Nach fünf Jahren ist es Zeit für die zweite Generation: Die Carbon-Laufräder der Endurance-Linie von DT Swiss bekommen ein Update. Die Produkt Manager haben dabei kaum einen Stein auf dem anderen gelassen: Die neuen ERC-Laufräder kommen mit neuen Felgen, neuen Speichen und neuer Nabentechnologie, was die Aerodynamik, die Seitenwindstabilität und den Komfort auf ein neues Niveau heben soll. Zudem stehen erstmals zwei Felgenhöhen zur Auswahl – entweder 35 oder 45 Millimeter hoch, je nachdem, ob man eher auf Leichtgewicht und spritzige Beschleunigung oder größere Aerodynamik Wert legt. Wie gehabt gibt es die ERC-Laufräder als ERC 1100 Dicut – die High-End-Variante – und als etwas kostengünstigere ERC 1400 Dicut. Die Unterschiede ergeben sich durch die verbauten Naben und Speichen.

DT Swiss/Gaudenz Danuser
Lange Tage im Sattel, epische Touren in den Bergen oder Radmarathons: das soll das bevorzugte Terrain der neuen Endurance-Laufräder von DT Swiss sein.

Neue Felgen

Bei der Entwicklung der neuen Felgen setzte DT Swiss die bewährte Zusammenarbeit mit den Aerodynamik-Spezialisten von Swiss Side fort. Die Felgen sind niedriger geworden (45 statt 47 Millimeter), und – wie erwähnt – gibt es nun eine zweite, "nur" 35 Millimeter hohe Ausführung. Der Querschnitt der Felgen verbindet die neuesten Erkenntnisse von Windkanalmessungen: Jahrelang liefen Hochprofilfelgen nach unten spitz zu und erinnerten damit an die Form eines V, dann setzten sich zunehmend bauchige U-Profile durch – die neuen ERC-Felgen sind nun oben bauchig und laufen unten etwas spitzer zu, quasi ein UV. DT Swiss will damit den perfekten Kompromiss gefunden haben zwischen guter Aerodynamik und optimaler Ausnutzung des Segeleffekts einerseits und hoher Seitenwindstabilität auch bei böigem Wind andererseits.

Bjoern Haenssler
Das oben bauchige, unten etwas spitzer zulaufende Felgenprofil entwickelte DT Swiss in Zusammenarbeit mit den Aerodynamik-Experten von Swiss Side.

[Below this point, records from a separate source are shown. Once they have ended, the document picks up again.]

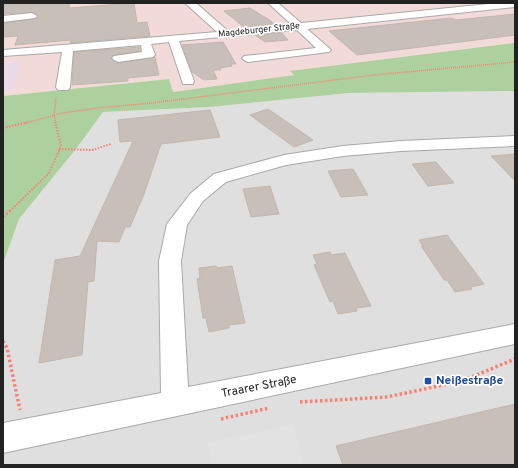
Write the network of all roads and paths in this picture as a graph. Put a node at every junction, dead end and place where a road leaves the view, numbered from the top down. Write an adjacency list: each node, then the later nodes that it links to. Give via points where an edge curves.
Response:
1 (190, 3): 12 (street)
2 (273, 3): 9 (street)
3 (437, 3): 5 (street)
4 (515, 4): 7 (street, Magdeburger Straße)
5 (379, 9): 7 (street); 9 (street)
6 (32, 16): 8 (street)
7 (392, 16): 10 (street, Magdeburger Straße)
8 (3, 18)
9 (290, 18): 10 (street)
10 (298, 26): 11 (street, Magdeburger Straße); 17 (street, via 325,50)
11 (256, 31): 12 (street, Magdeburger Straße); 17 (street)
12 (226, 34): 13 (street, Magdeburger Straße)
13 (173, 39): 14 (street, Magdeburger Straße); 21 (street)
14 (145, 41): 15 (street, Magdeburger Straße); 18 (street, via 148,55)
15 (68, 48): 16 (street, Magdeburger Straße); 22 (street)
16 (3, 53)
17 (275, 55): 19 (street)
18 (118, 58)
19 (248, 58)
20 (515, 62): 23 (path, via 374,75 98,108)
21 (188, 81)
22 (60, 90): 23 (path)
23 (54, 116): 24 (path); 27 (path, via 61,146)
24 (3, 128)
25 (515, 141): 33 (street, via 343,151 284,160 220,178 197,197 177,224 170,261)
26 (111, 144): 27 (path, via 92,150)
27 (59, 149): 28 (path, via 49,173)
28 (3, 216)
29 (515, 334): 33 (street, Traarer Straße)
30 (3, 341): 36 (path, via 6,348)
31 (515, 359): 32 (path, via 462,380 387,396)
32 (298, 402)
33 (175, 403): 36 (street, Traarer Straße)
34 (276, 407): 35 (path)
35 (216, 420)
36 (14, 436)

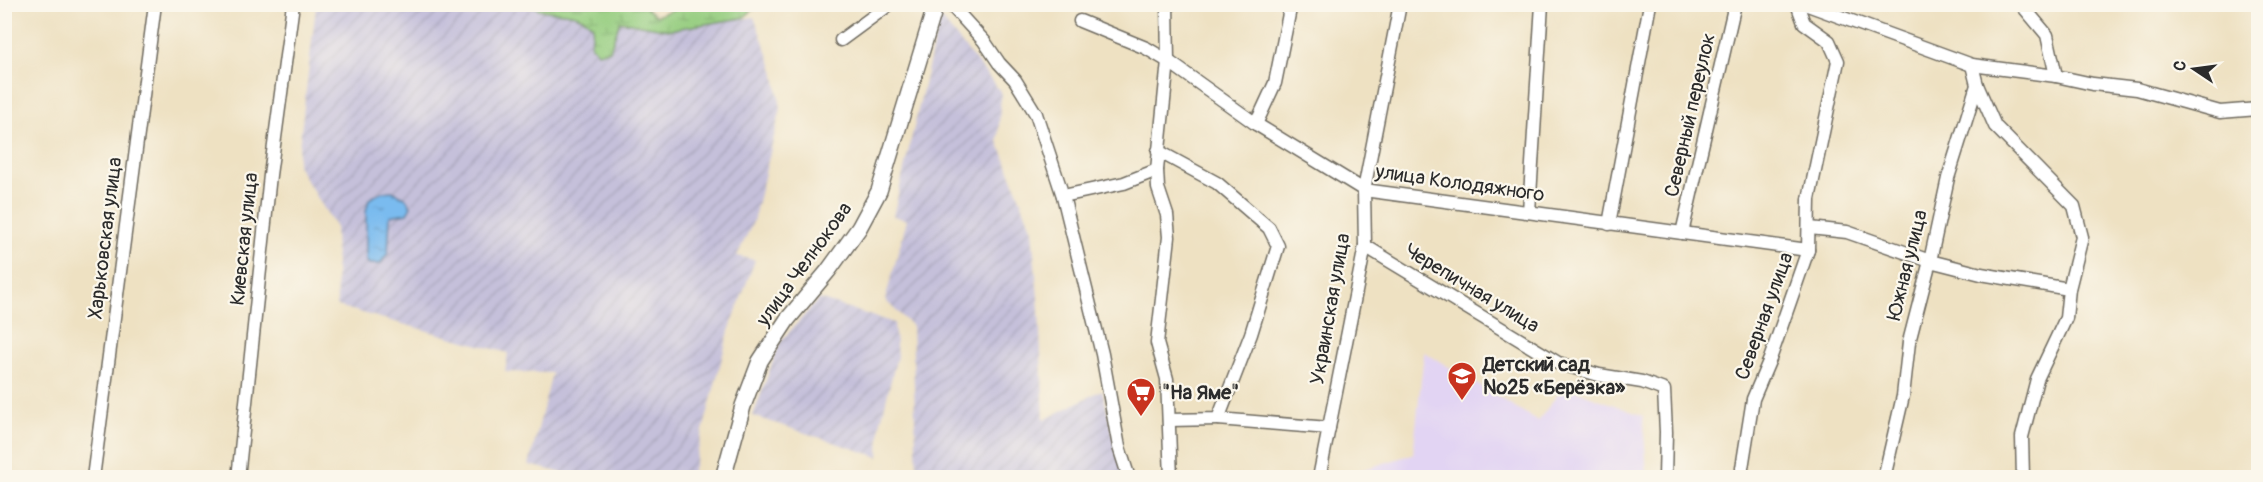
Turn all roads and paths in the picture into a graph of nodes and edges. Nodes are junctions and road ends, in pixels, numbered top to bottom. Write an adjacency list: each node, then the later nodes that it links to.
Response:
1 (155, 4): 38 (street, Харьковская улица)
2 (293, 4): 39 (street, Киевская улица)
3 (890, 4): 16 (street)
4 (936, 4): 40 (main road, улица Челнокова)
5 (950, 4): 26 (street)
6 (1167, 4): 17 (street)
7 (1291, 4): 22 (street)
8 (1400, 4): 25 (street, Украинская улица)
9 (1542, 4): 27 (street)
10 (1650, 4): 28 (street)
11 (1735, 4): 30 (street, Северный переулок)
12 (1797, 4): 29 (street, Северная улица)
13 (1805, 4): 18 (street)
14 (2021, 4): 19 (street)
15 (1080, 21): 17 (street, улица Колодяжного)
16 (841, 40)
17 (1168, 61): 22 (street, улица Колодяжного); 23 (street)
18 (1972, 65): 19 (street); 20 (street)
19 (2056, 76): 21 (street)
20 (1977, 85): 33 (street, Южная улица); 34 (street)
21 (2259, 109)
22 (1256, 124): 25 (street, улица Колодяжного)
23 (1158, 151): 24 (street); 35 (street)
24 (1157, 170): 26 (street); 36 (street)
25 (1364, 190): 27 (street, улица Колодяжного); 31 (street, Украинская улица)
26 (1063, 196): 41 (street)
27 (1529, 212): 28 (street, улица Колодяжного)
28 (1609, 224): 30 (street, улица Колодяжного)
29 (1810, 228): 32 (street, Северная улица); 33 (street)
30 (1682, 233): 32 (street, улица Колодяжного)
31 (1365, 246): 37 (street, Украинская улица); 44 (street, Черепичная улица)
32 (1808, 250): 45 (street, Северная улица)
33 (1930, 261): 34 (street); 46 (street, Южная улица)
34 (2069, 289): 47 (street)
35 (1218, 419): 36 (street); 37 (street)
36 (1169, 420): 42 (street)
37 (1329, 428): 43 (street, Украинская улица)
38 (93, 477)
39 (238, 477)
40 (723, 477)
41 (1129, 477)
42 (1171, 477)
43 (1319, 477)
44 (1665, 477)
45 (1742, 477)
46 (1884, 477)
47 (2023, 477)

Darüber hinaus wurden die Felgen deutlich breiter: 22 statt "nur" 19 Millimeter Innenweite bieten die neuen Endurance-Laufräder von DT nun. Hintergrund ist, dass auf einer breiteren Felge breitere Reifen deutlich harmonischer sitzen und sich nicht "ballonartig" seitlich über die Felge wölben, was der Aerodynamik schadet. Optimiert sind die neuen ERC-Laufräder für 28 bis 32 Millimeter breite Reifen. Durch die breiteren Pneus wird es möglich, mit geringerem Luftdruck zu fahren, was den Fahrkomfort und den Grip signifikant erhöht und – dank der breiteren Aufstandsfläche des Reifens – auch den Rollwiderstand senkt. Wer besonderen Wert auf Aerodynamik legt, sollte laut DT Swiss 28 Millimeter breite Reifen nutzen, wer stärker auf den Fahrkomfort abzielt, 30 oder 32 Millimeter Pneus nutzen. Dass die neuen ERC-Felgen tubeless gefahren werden können versteht sich von selbst (Tubeless-Felgenband ist werkseitig montiert, Ventile liegen bei).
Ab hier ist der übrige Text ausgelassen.